Freedom of speech is a right for everyone, including politicians and public figures and it is the job of the journalist to ensure that everyone has their say, but that does not mean granting a licence to lie, or spread malicious gossip or to encourage hostility and violence against any particular group. When people speak out of turn good journalism should be there to set the record straight for all.
Speech that is dangerous or controversial arises particularly when times are hard, social tensions are acute and politicians are at war with one another.
Journalists must take into account the public atmosphere at the time the speech is being made. The heat of an election campaign when political groups are challenging each other and jostling for public attention often provides the background for inflammatory comments. Journalists have to judge whether expression is fair, fact-based and reasonable in the circumstances.
Where we have doubt about directly quoting hateful speech it may be useful to report that insulting comments were made without repeating the exact terms of the insult.
Above all journalists have to be careful. They should recognise the context including where there are patterns of discrimination against ethnic and other groups, including indigenous peoples and minorities.
Such groups are not entitled to privileged media attention because journalists have to respect the rights of all, but these groups are often the victims of particular targeting.
An academic debate held in the context of discussion of research and controversial findings can be relatively innocuous or neutral but the same debate may become dangerous if it is held in the context of local and specific conditions, where people are uncertain and anxious about their security and future.
It is important for journalists to ask themselves: what is the impact of this on the people immediately affected by the speech? Are they able to absorb the speech in conditions of relative security?

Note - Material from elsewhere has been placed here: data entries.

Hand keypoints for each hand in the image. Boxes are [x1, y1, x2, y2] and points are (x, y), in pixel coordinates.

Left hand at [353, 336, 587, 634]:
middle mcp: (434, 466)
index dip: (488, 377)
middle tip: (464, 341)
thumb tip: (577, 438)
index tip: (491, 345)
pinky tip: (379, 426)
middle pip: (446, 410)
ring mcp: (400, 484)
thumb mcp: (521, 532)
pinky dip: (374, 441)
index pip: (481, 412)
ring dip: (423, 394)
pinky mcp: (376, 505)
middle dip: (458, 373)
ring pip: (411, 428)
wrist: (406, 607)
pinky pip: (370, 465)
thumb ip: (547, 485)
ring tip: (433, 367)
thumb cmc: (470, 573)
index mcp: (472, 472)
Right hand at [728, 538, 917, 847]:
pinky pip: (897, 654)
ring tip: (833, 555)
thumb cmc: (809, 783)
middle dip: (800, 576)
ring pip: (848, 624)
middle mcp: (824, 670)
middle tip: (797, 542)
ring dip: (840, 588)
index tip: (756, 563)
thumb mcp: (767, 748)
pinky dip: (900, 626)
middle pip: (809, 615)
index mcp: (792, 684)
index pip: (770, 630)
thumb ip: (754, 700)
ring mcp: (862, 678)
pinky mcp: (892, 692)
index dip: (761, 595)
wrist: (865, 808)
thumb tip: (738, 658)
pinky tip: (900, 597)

Is this expression designed or intended to make matters worse or better? Who is affected negatively by the expression?
A Checklist for Tolerance
1. When dealing with stories where political hate-speech is used it is vital not to sensationalise. Ethical journalists will ask:
· It may be outrageous, but is it newsworthy? What is the intention of the speaker?
·What will be the impact of publication?
·Is there a danger of inflaming passions and incitement to violence?

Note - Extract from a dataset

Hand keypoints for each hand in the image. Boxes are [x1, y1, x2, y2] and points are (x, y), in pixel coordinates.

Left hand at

·Is the speech fact-based and have the claims been tested?
2 In gathering and editing controversial material, journalists should avoid a rush to publish. It is helpful to pause, even if only for a few moments, to reflect on the contents of the story:
·Have we avoided cliché and stereotypes?
·Have we asked all the relevant and necessary questions?
·Have we been sensitive to our audience?
·Have we been temperate in use of language?
·Do the pictures tell the story without resorting to violence and voyeurism?
·Have we used diverse sources and included the voices of relevant minorities?
·Does it meet standards set in editorial and ethical codes?
3. One last look and moment of reflection is always useful before pushing the button to publish:
·Have we done good work?
·Are there any nagging doubts?
·And, finally, should I ask a colleague?